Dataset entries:
★ ★ ★

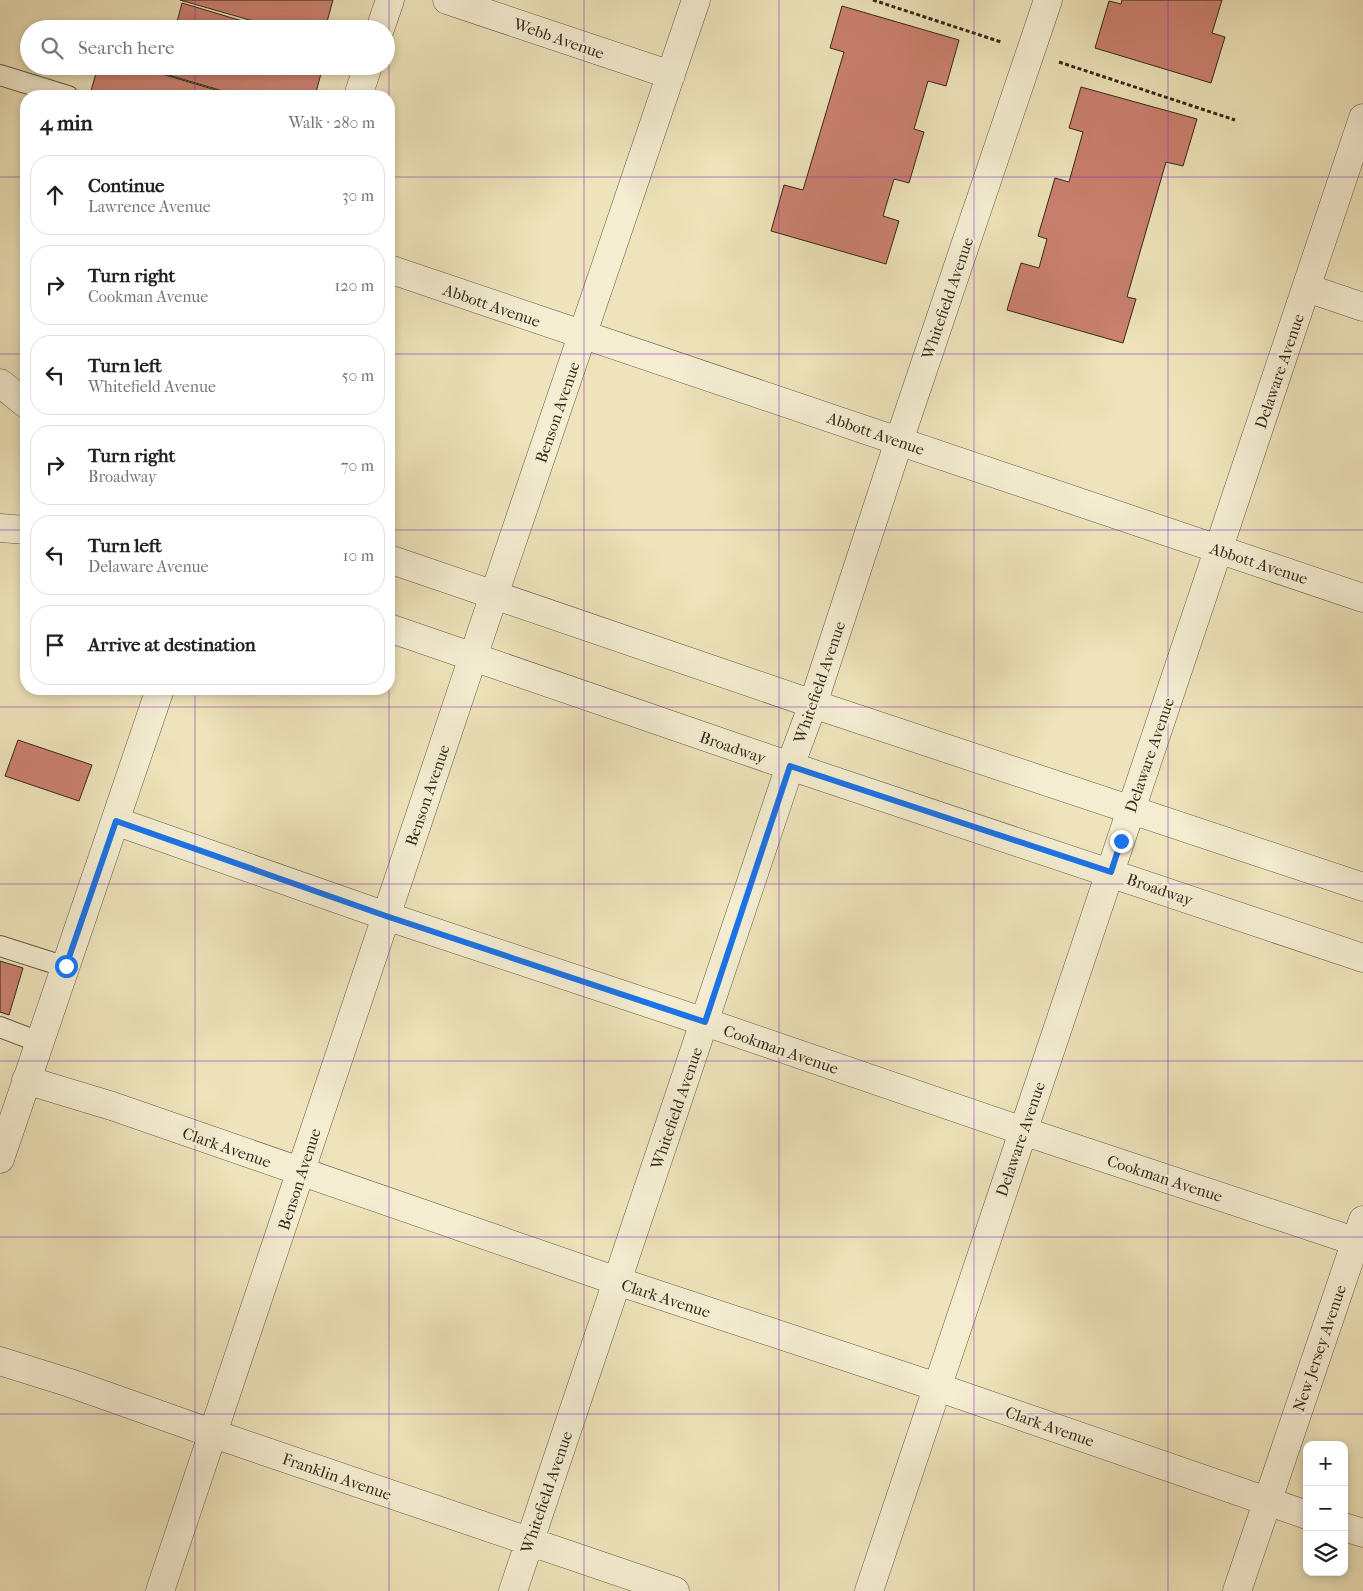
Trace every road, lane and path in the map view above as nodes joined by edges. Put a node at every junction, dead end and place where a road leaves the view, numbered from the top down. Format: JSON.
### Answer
{"nodes":[{"id":1,"x":390,"y":0,"type":"edge"},
{"id":2,"x":447,"y":0,"type":"edge"},
{"id":3,"x":696,"y":0,"type":"edge"},
{"id":4,"x":1048,"y":0,"type":"edge"},
{"id":5,"x":383,"y":20,"type":"edge"},
{"id":6,"x":0,"y":74,"type":"edge"},
{"id":7,"x":365,"y":75,"type":"edge"},
{"id":8,"x":671,"y":75,"type":"junction"},
{"id":9,"x":49,"y":90,"type":"edge"},
{"id":10,"x":360,"y":90,"type":"edge"},
{"id":11,"x":1363,"y":118,"type":"edge"},
{"id":12,"x":395,"y":271,"type":"edge"},
{"id":13,"x":1307,"y":288,"type":"junction"},
{"id":14,"x":1363,"y":307,"type":"edge"},
{"id":15,"x":583,"y":336,"type":"junction"},
{"id":16,"x":0,"y":383,"type":"edge"},
{"id":17,"x":20,"y":399,"type":"edge"},
{"id":18,"x":899,"y":441,"type":"junction"},
{"id":19,"x":0,"y":528,"type":"edge"},
{"id":20,"x":20,"y":530,"type":"edge"},
{"id":21,"x":1218,"y":550,"type":"junction"},
{"id":22,"x":395,"y":561,"type":"edge"},
{"id":23,"x":494,"y":595,"type":"junction"},
{"id":24,"x":1363,"y":598,"type":"edge"},
{"id":25,"x":395,"y":630,"type":"edge"},
{"id":26,"x":473,"y":657,"type":"junction"},
{"id":27,"x":158,"y":695,"type":"edge"},
{"id":28,"x":813,"y":704,"type":"junction"},
{"id":29,"x":790,"y":766,"type":"junction"},
{"id":30,"x":1131,"y":809,"type":"junction"},
{"id":31,"x":116,"y":821,"type":"junction"},
{"id":32,"x":1111,"y":872,"type":"junction"},
{"id":33,"x":1363,"y":888,"type":"edge"},
{"id":34,"x":386,"y":916,"type":"junction"},
{"id":35,"x":0,"y":946,"type":"edge"},
{"id":36,"x":1363,"y":958,"type":"edge"},
{"id":37,"x":66,"y":966,"type":"junction"},
{"id":38,"x":705,"y":1022,"type":"junction"},
{"id":39,"x":0,"y":1027,"type":"edge"},
{"id":40,"x":40,"y":1042,"type":"junction"},
{"id":41,"x":26,"y":1080,"type":"junction"},
{"id":42,"x":1023,"y":1131,"type":"junction"},
{"id":43,"x":0,"y":1159,"type":"edge"},
{"id":44,"x":301,"y":1173,"type":"junction"},
{"id":45,"x":1361,"y":1235,"type":"edge"},
{"id":46,"x":617,"y":1282,"type":"junction"},
{"id":47,"x":0,"y":1361,"type":"edge"},
{"id":48,"x":937,"y":1387,"type":"junction"},
{"id":49,"x":214,"y":1434,"type":"junction"},
{"id":50,"x":1267,"y":1501,"type":"junction"},
{"id":51,"x":1303,"y":1513,"type":"edge"},
{"id":52,"x":1348,"y":1528,"type":"edge"},
{"id":53,"x":1363,"y":1533,"type":"edge"},
{"id":54,"x":530,"y":1542,"type":"junction"},
{"id":55,"x":160,"y":1591,"type":"edge"},
{"id":56,"x":513,"y":1591,"type":"edge"},
{"id":57,"x":675,"y":1591,"type":"edge"},
{"id":58,"x":869,"y":1591,"type":"edge"},
{"id":59,"x":1237,"y":1591,"type":"edge"}],
"edges":[{"from":1,"to":5,"type":"street"},
{"from":2,"to":8,"type":"street","name":"Webb Avenue"},
{"from":3,"to":8,"type":"street","name":"Benson Avenue"},
{"from":4,"to":18,"type":"street","name":"Whitefield Avenue"},
{"from":6,"to":9,"type":"lane"},
{"from":7,"to":10,"type":"street"},
{"from":8,"to":15,"type":"street","name":"Benson Avenue"},
{"from":11,"to":13,"type":"street","name":"Delaware Avenue"},
{"from":12,"to":15,"type":"street","name":"Abbott Avenue"},
{"from":13,"to":14,"type":"street"},
{"from":13,"to":21,"type":"street","name":"Delaware Avenue"},
{"from":15,"to":18,"type":"street","name":"Abbott Avenue"},
{"from":15,"to":23,"type":"street","name":"Benson Avenue"},
{"from":16,"to":17,"type":"street"},
{"from":18,"to":21,"type":"street","name":"Abbott Avenue"},
{"from":18,"to":28,"type":"street","name":"Whitefield Avenue"},
{"from":19,"to":20,"type":"street"},
{"from":21,"to":24,"type":"street","name":"Abbott Avenue"},
{"from":21,"to":30,"type":"street","name":"Delaware Avenue"},
{"from":22,"to":23,"type":"street"},
{"from":23,"to":26,"type":"street","name":"Benson Avenue"},
{"from":23,"to":28,"type":"street"},
{"from":25,"to":26,"type":"street","name":"Broadway"},
{"from":26,"to":29,"type":"street","name":"Broadway"},
{"from":26,"to":34,"type":"street","name":"Benson Avenue"},
{"from":27,"to":31,"type":"street"},
{"from":28,"to":29,"type":"street","name":"Whitefield Avenue"},
{"from":28,"to":30,"type":"street"},
{"from":29,"to":32,"type":"street","name":"Broadway"},
{"from":29,"to":38,"type":"street","name":"Whitefield Avenue"},
{"from":30,"to":32,"type":"street","name":"Delaware Avenue"},
{"from":30,"to":33,"type":"street"},
{"from":31,"to":34,"type":"street","name":"Cookman Avenue"},
{"from":31,"to":37,"type":"street"},
{"from":32,"to":36,"type":"street","name":"Broadway"},
{"from":32,"to":42,"type":"street","name":"Delaware Avenue"},
{"from":34,"to":38,"type":"street","name":"Cookman Avenue"},
{"from":34,"to":44,"type":"street","name":"Benson Avenue"},
{"from":35,"to":37,"type":"lane"},
{"from":37,"to":40,"type":"street"},
{"from":38,"to":42,"type":"street","name":"Cookman Avenue"},
{"from":38,"to":46,"type":"street","name":"Whitefield Avenue"},
{"from":39,"to":40,"type":"lane"},
{"from":40,"to":41,"type":"street"},
{"from":41,"to":43,"type":"street"},
{"from":41,"to":44,"type":"street","name":"Clark Avenue"},
{"from":42,"to":45,"type":"street","name":"Cookman Avenue"},
{"from":42,"to":48,"type":"street","name":"Delaware Avenue"},
{"from":44,"to":46,"type":"street","name":"Clark Avenue"},
{"from":44,"to":49,"type":"street","name":"Benson Avenue"},
{"from":45,"to":50,"type":"street","name":"New Jersey Avenue"},
{"from":46,"to":48,"type":"street","name":"Clark Avenue"},
{"from":46,"to":54,"type":"street","name":"Whitefield Avenue"},
{"from":47,"to":49,"type":"street","name":"Franklin Avenue"},
{"from":48,"to":50,"type":"street","name":"Clark Avenue"},
{"from":48,"to":58,"type":"street","name":"Delaware Avenue"},
{"from":49,"to":54,"type":"street","name":"Franklin Avenue"},
{"from":49,"to":55,"type":"street","name":"Benson Avenue"},
{"from":50,"to":51,"type":"street","name":"Clark Avenue"},
{"from":50,"to":59,"type":"street","name":"New Jersey Avenue"},
{"from":52,"to":53,"type":"street"},
{"from":54,"to":56,"type":"street","name":"Whitefield Avenue"},
{"from":54,"to":57,"type":"street","name":"Franklin Avenue"}]}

★ ★ ★

Gather from the data above every line with the string "Clark".

{"from":41,"to":44,"type":"street","name":"Clark Avenue"},
{"from":44,"to":46,"type":"street","name":"Clark Avenue"},
{"from":46,"to":48,"type":"street","name":"Clark Avenue"},
{"from":48,"to":50,"type":"street","name":"Clark Avenue"},
{"from":50,"to":51,"type":"street","name":"Clark Avenue"},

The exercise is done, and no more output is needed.